Question 8. π Items Customers Are Less Likely to Buy Before Buying Whole Milk
Using the result of association rule mining in Question 4, find item(s) that customers are less likely to buy before buying whole milk. Why do you think those items are less likely to be purchased when customers buy whole milk?
A rule with lift less than 1 indicates a negative association. In this context, the left-hand-side item and whole milk appear together less often than expected under independence.
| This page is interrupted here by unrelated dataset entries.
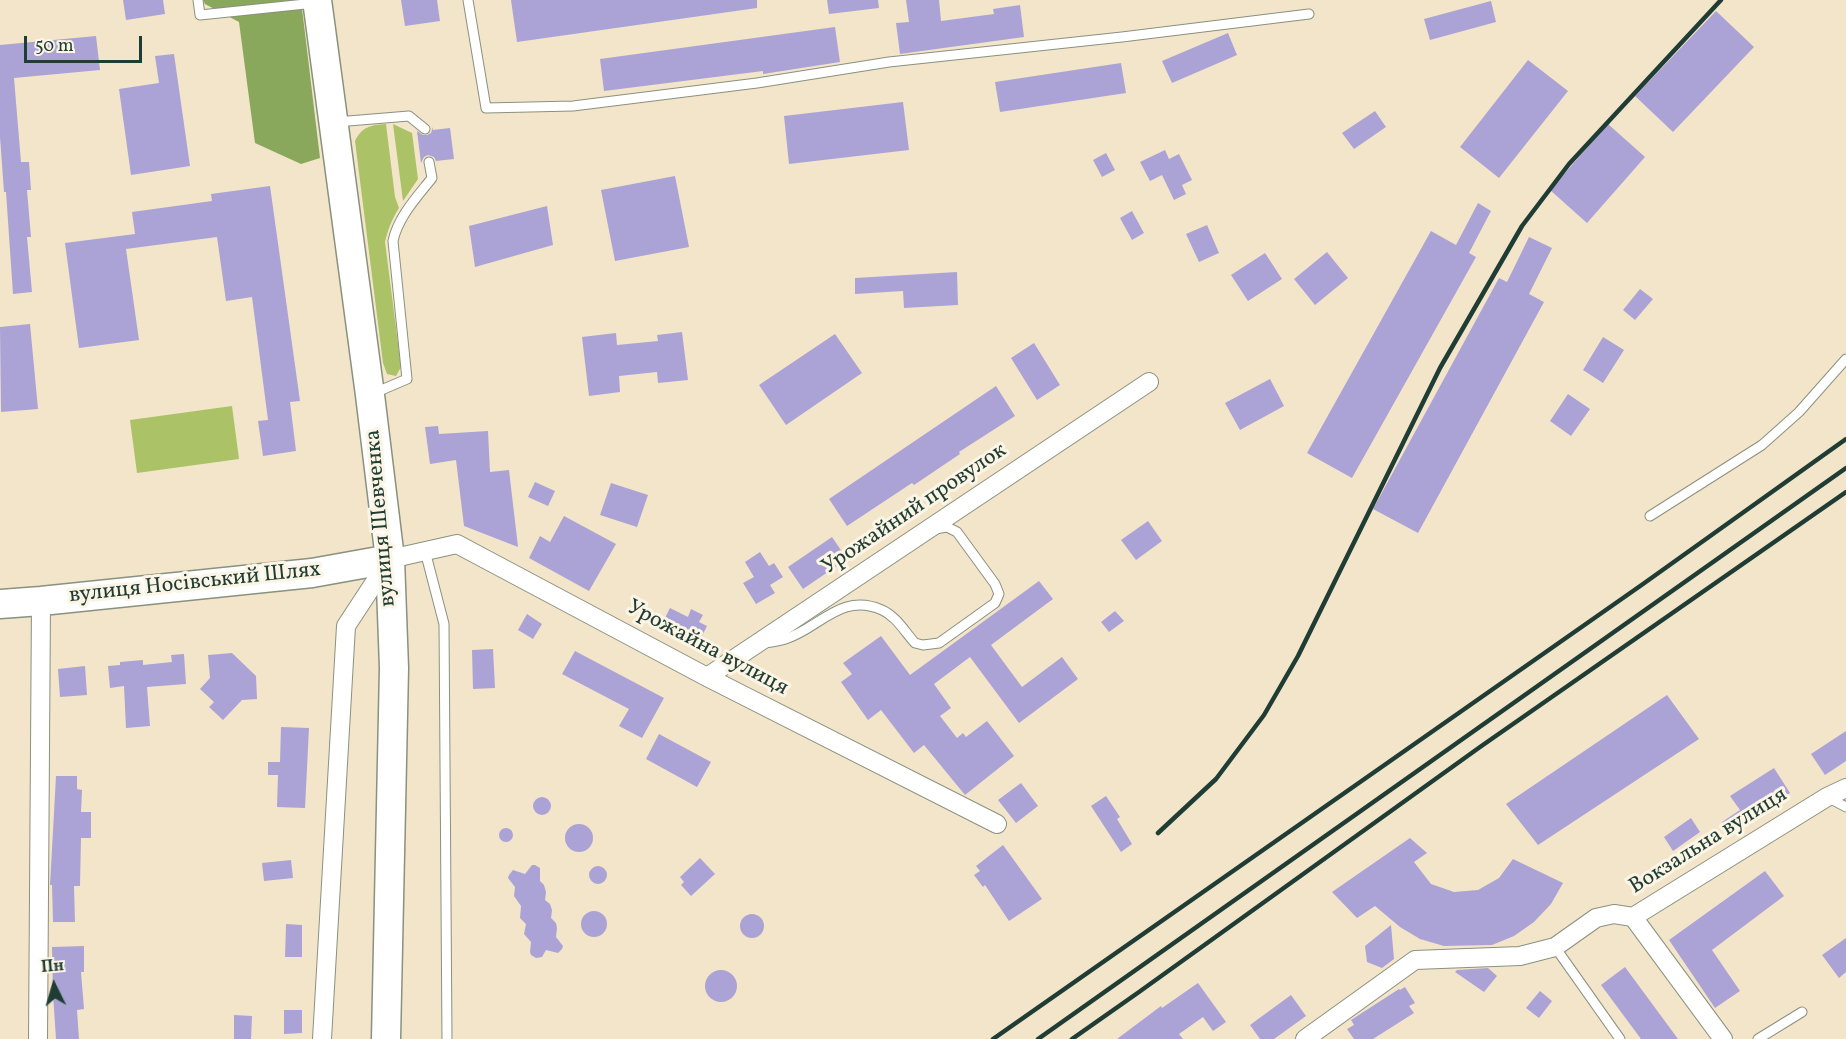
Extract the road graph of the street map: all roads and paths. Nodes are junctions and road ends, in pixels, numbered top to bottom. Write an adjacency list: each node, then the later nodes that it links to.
1 (198, 0): 3 (lane)
2 (468, 0): 4 (lane)
3 (317, 1): 5 (main road, вулиця Шевченка)
4 (1309, 14)
5 (333, 123): 6 (lane); 10 (main road, вулиця Шевченка)
6 (425, 129)
7 (429, 162): 10 (lane)
8 (1846, 359): 11 (lane)
9 (1149, 382): 12 (street, Урожайний провулок)
10 (370, 395): 14 (main road, вулиця Шевченка)
11 (1650, 516)
12 (922, 534): 17 (street, Урожайний провулок); 17 (lane)
13 (425, 551): 14 (street, Урожайна вулиця); 18 (street, Урожайна вулиця); 29 (lane)
14 (390, 559): 15 (main road, вулиця Носівський Шлях); 27 (street); 28 (main road, вулиця Шевченка)
15 (41, 601): 16 (main road, вулиця Носівський Шлях); 26 (street)
16 (0, 603)
17 (756, 644): 18 (street, Урожайний провулок)
18 (707, 677): 22 (street, Урожайна вулиця)
19 (1846, 788): 20 (street, Вокзальна вулиця)
20 (1827, 797): 21 (lane); 23 (street, Вокзальна вулиця)
21 (1846, 807)
22 (997, 824)
23 (1634, 917): 24 (street, Вокзальна вулиця); 32 (street)
24 (1555, 947): 30 (street, Вокзальна вулиця); 31 (lane)
25 (1802, 1012): 33 (lane)
26 (38, 1039)
27 (322, 1039)
28 (387, 1039)
29 (447, 1039)
30 (1305, 1039)
31 (1620, 1039)
32 (1723, 1039)
33 (1758, 1039)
We first filter the rules from Question 4 to rules where whole milk is on the right-hand side and the lift is less than 1.
less_likely_milk_rules <- rules_df |>
filter(str_detect(rhs, "whole milk")) |>
filter(lift < 1) |>
arrange(lift)
less_likely_milk_rules[1] lhs rhs support confidence coverage lift count
<0 rows> (or 0-length row.names)
This table is empty. It means that within the rules generated using the Question 4 thresholds, there are no rules with whole milk on the right-hand side and lift less than 1.
We can also inspect the lowest-lift rules overall.
lowest_lift_rules <- rules_df |>
arrange(lift) |>
slice_head(n = 10)
lowest_lift_rules lhs rhs support confidence
1 {other vegetables,pip fruit} {tropical fruit} 0.01211569 0.3618677
2 {beef,whole milk} {root vegetables} 0.01029182 0.3779904
3 {other vegetables,tropical fruit} {pip fruit} 0.01211569 0.2634561
4 {beef,other vegetables} {root vegetables} 0.01016154 0.4020619
5 {berries} {whipped/sour cream} 0.01159458 0.2807571
coverage lift count
1 0.03348098 2.752920 93
2 0.02722772 2.771208 79
3 0.04598749 2.824426 93
4 0.02527358 2.947686 78
5 0.04129755 3.173920 89
Interpretation
Rules with lift less than 1 suggest that the items appear together less often than expected. For example, if a rule involving bottled beer and whole milk has lift below 1, it means customers who buy bottled beer are less likely than the average customer to also buy whole milk.
One possible explanation is that these products may belong to different shopping occasions. For example, customers buying beer may be shopping for entertainment, parties, or beverages, while customers buying whole milk may be shopping for regular household groceries, breakfast items, or cooking ingredients.
This does not mean that customers never buy the items together. It only means that the items occur together less often than expected based on their individual frequencies.